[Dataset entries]
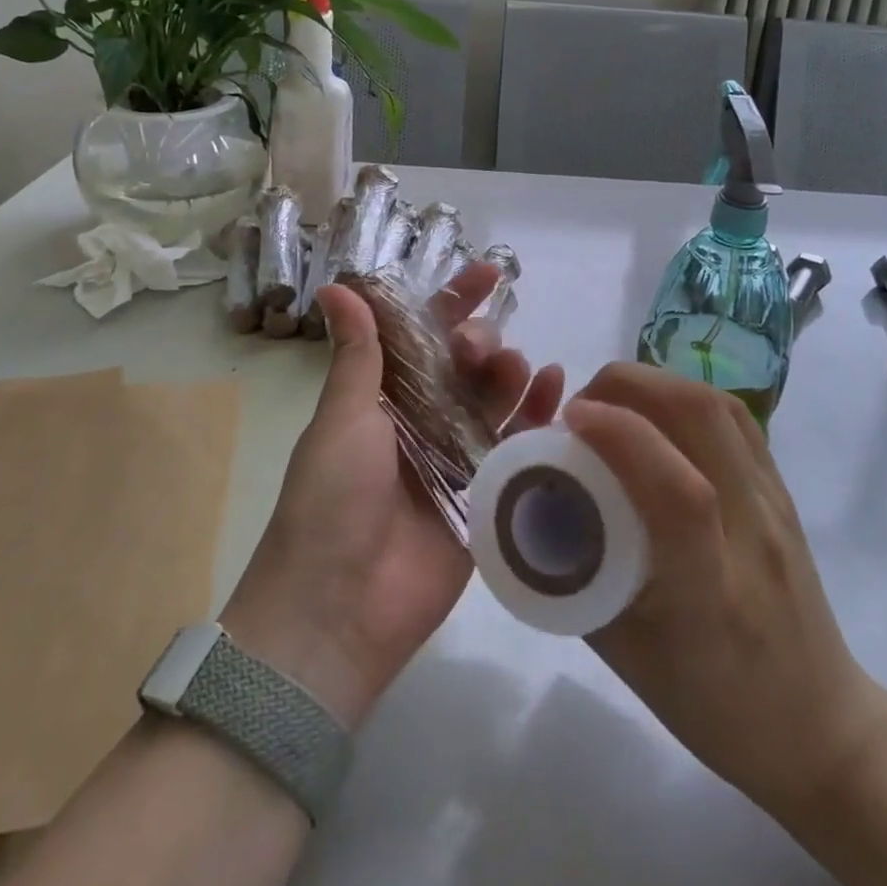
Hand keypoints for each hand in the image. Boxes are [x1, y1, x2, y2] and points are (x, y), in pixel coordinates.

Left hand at [221, 263, 564, 729]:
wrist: (336, 612)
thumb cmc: (330, 500)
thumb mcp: (342, 418)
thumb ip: (357, 353)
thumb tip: (337, 285)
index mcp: (384, 398)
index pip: (423, 335)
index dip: (453, 302)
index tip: (487, 273)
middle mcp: (423, 422)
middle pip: (466, 366)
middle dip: (481, 342)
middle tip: (481, 348)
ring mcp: (456, 460)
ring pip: (495, 401)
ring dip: (511, 375)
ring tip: (519, 367)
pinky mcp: (486, 499)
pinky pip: (518, 448)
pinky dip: (538, 417)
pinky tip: (556, 391)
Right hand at [563, 364, 886, 826]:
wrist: (820, 726)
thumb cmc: (713, 704)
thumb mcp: (624, 656)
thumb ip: (576, 574)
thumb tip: (536, 502)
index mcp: (711, 593)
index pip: (678, 492)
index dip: (620, 435)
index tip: (569, 420)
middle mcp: (753, 533)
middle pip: (701, 418)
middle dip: (628, 386)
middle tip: (581, 407)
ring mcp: (775, 504)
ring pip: (719, 405)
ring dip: (655, 383)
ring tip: (613, 404)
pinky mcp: (783, 488)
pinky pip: (734, 417)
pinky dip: (683, 395)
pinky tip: (655, 415)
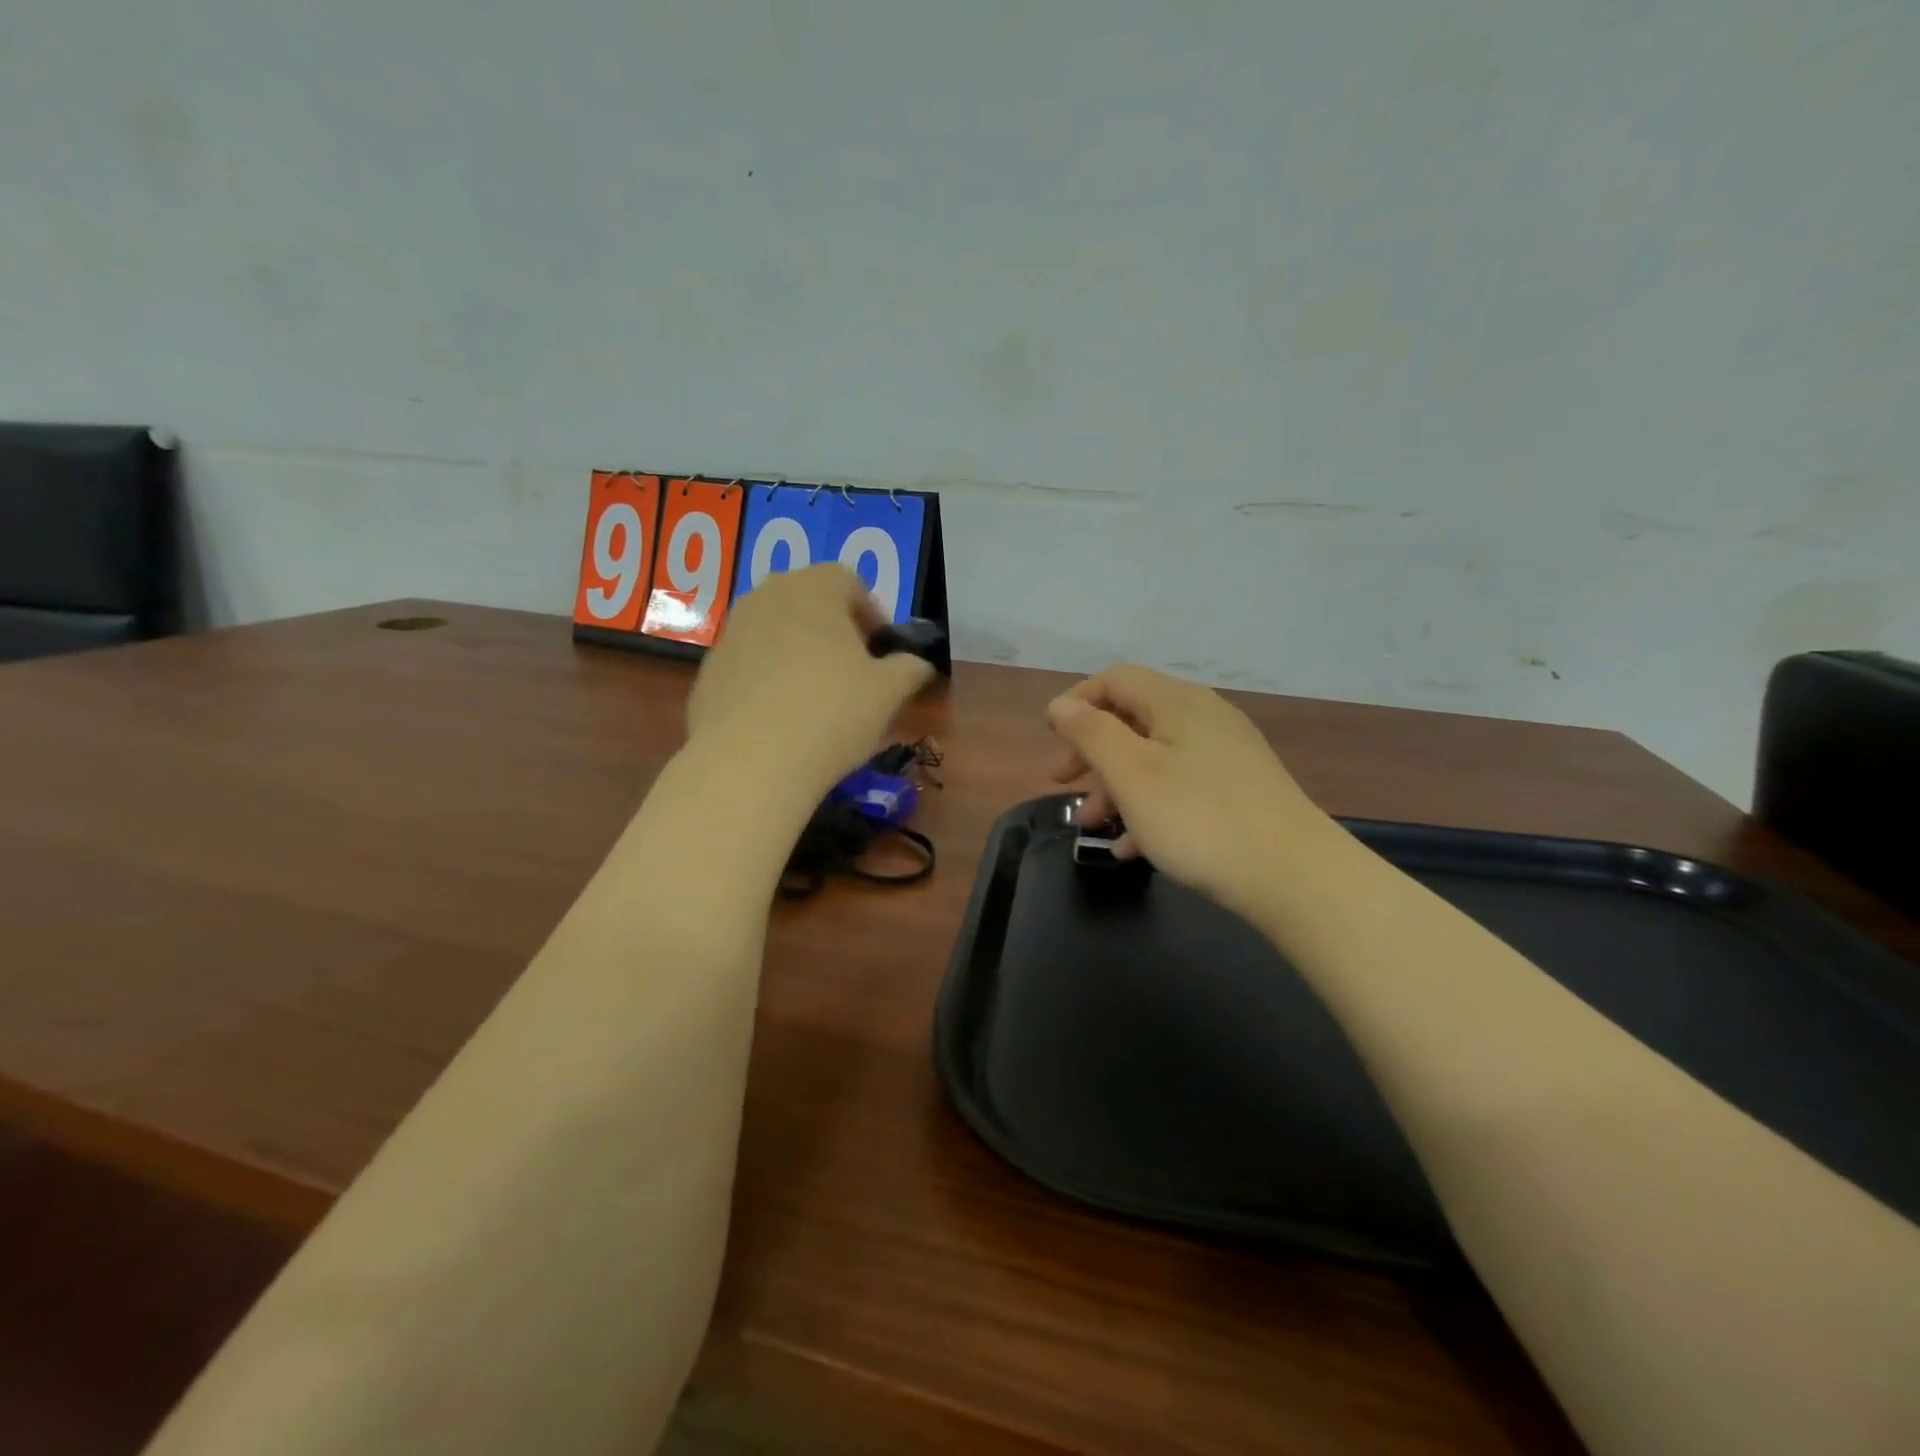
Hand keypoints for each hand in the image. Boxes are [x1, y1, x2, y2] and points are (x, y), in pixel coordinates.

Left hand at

> EXERCISE DESCRIPTION
With the pictures omitted, print precisely the lines from the one with "ring pip: (719, 405)" to the final line of the records, both included.

> TASK RESULT
ring pip: (719, 405)
ring dip: (655, 383)
ring tip: (613, 404)
pinky mcp: (783, 488)
pinky pip: (734, 417)
pinky dip: (683, 395)
pinky tip: (655, 415)
Hand keypoints for each hand in the image. Boxes are [x1, y1, x2, y2] and points are (x, y), in pixel coordinates.

Left hand at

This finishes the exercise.